Admittedly, the group saw its net profit decline by 41% to $ 1.3 billion, but this decline is explained in its opinion by exceptional fees and rewards paid to employees of its financial arm Ant Financial due to an improved valuation of the subsidiary.
On the other hand, China's largest online retailer is benefiting fully from the slow growth of mobile transactions: at the end of June, the platforms had 634 million active monthly users who connected via smartphones, 20% more than a year earlier.
After investing heavily in artificial intelligence, the group founded by the iconic multi-billionaire Jack Ma offers advertisers the ability to focus more and more on the consumer.
As a result, in its core online sales business, which still delivers the vast majority of its revenues (86%), Alibaba saw its revenue increase 61% to $ 10.5 billion.
The group is counting on its technological lead to stop Chinese rivals to lower their market share, JD.com but also Pingduoduo – a low-priced article platform recently listed on Wall Street.
– Shops in hard –
But Alibaba also relies on the combination of its e-commerce platforms and traditional physical stores: identifying better consumer trends, improving its algorithms and improving the focus of advertising media.

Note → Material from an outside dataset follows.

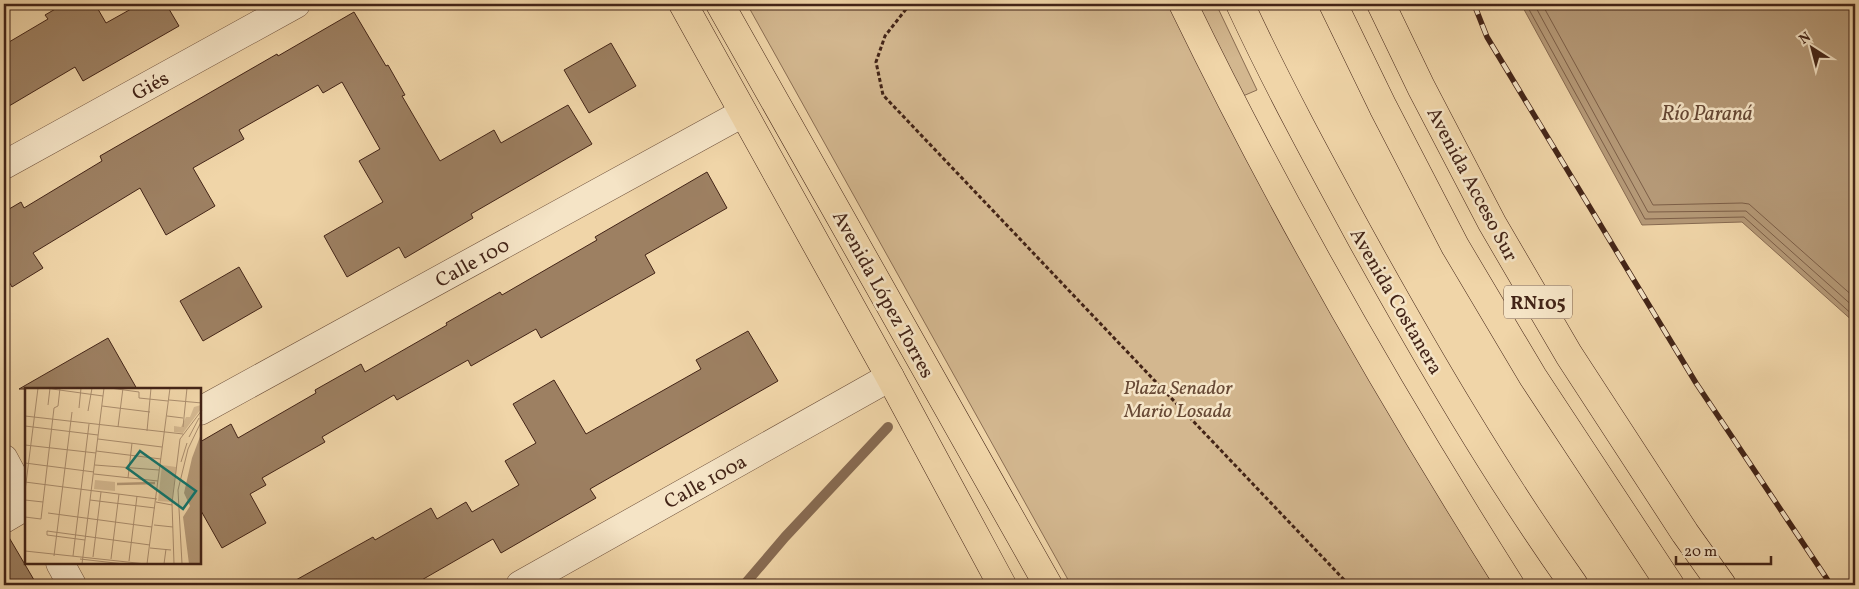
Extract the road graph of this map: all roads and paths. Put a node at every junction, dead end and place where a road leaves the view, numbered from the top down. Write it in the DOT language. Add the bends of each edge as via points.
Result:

"Everything is there, Alibaba has a wealth of consumer data and the growing interactions between its services (…) help to strengthen the strength of its advertising adaptation technologies," notes Cindy Liu, an industry analyst. eMarketer cabinet.
Moreover, a sign that the diversification strategy is paying off, Alibaba's revenues earned by the other business sectors are merging.
They have almost doubled for cloud or cloud computing and have risen 46% for entertainment and media (the Youku video platform).
Daniel Zhang, General Manager of Alibaba, said Thursday "a + continuum + diversified services", an ecosystem where consumers stay longer.
With its Taobao and Tmall platforms, Alibaba dominates about 60 percent of China's online retail market, according to eMarketer.
But the group develops close interactions with the traditional hard-core business: it invests in distribution chains, while its own connected miniskis thrive under the Hema brand (45 branches in China).
– Ant Financial under pressure –
Alibaba said on Thursday that her home delivery service Ele.me, which he had bought the entire capital in April, had managed to bring "about $ 3 billion in investment promises," including from the Japanese Softbank. .
What can it afford to resist fierce competition, especially against Meituan-Dianping Chinese moloch deliveries of dishes.
Another highlight: Ele.me recently worked with American coffee giant Starbucks, who was very popular in China, to deliver his drinks.
But the expansion of Hema supermarkets and the acquisition of Ele.me also weighed on the Alibaba margins: the adjusted earnings per share this quarter amounted to 8.04 yuan, below expectations (8, 19 yuan).
"Despite the short-term costs, the group is building a robust ecosystem," and "offering diversified products" will support sales growth, mitigates Mae Huang, SWS Research analyst, quoted by Bloomberg.
On the other hand, Ant Financial, a company controlled by Jack Ma, who manages the Alipay electronic payment application, suffers from his long struggle with the competitive system of the web giant Tencent … just like the recent hardening of Beijing for the finances in line .
In this context, Ant Financial, which announced that Alibaba will acquire 33% in January, has postponed the IPO, initially planned for this year, reports the Financial Times, which mentions sources that are close by.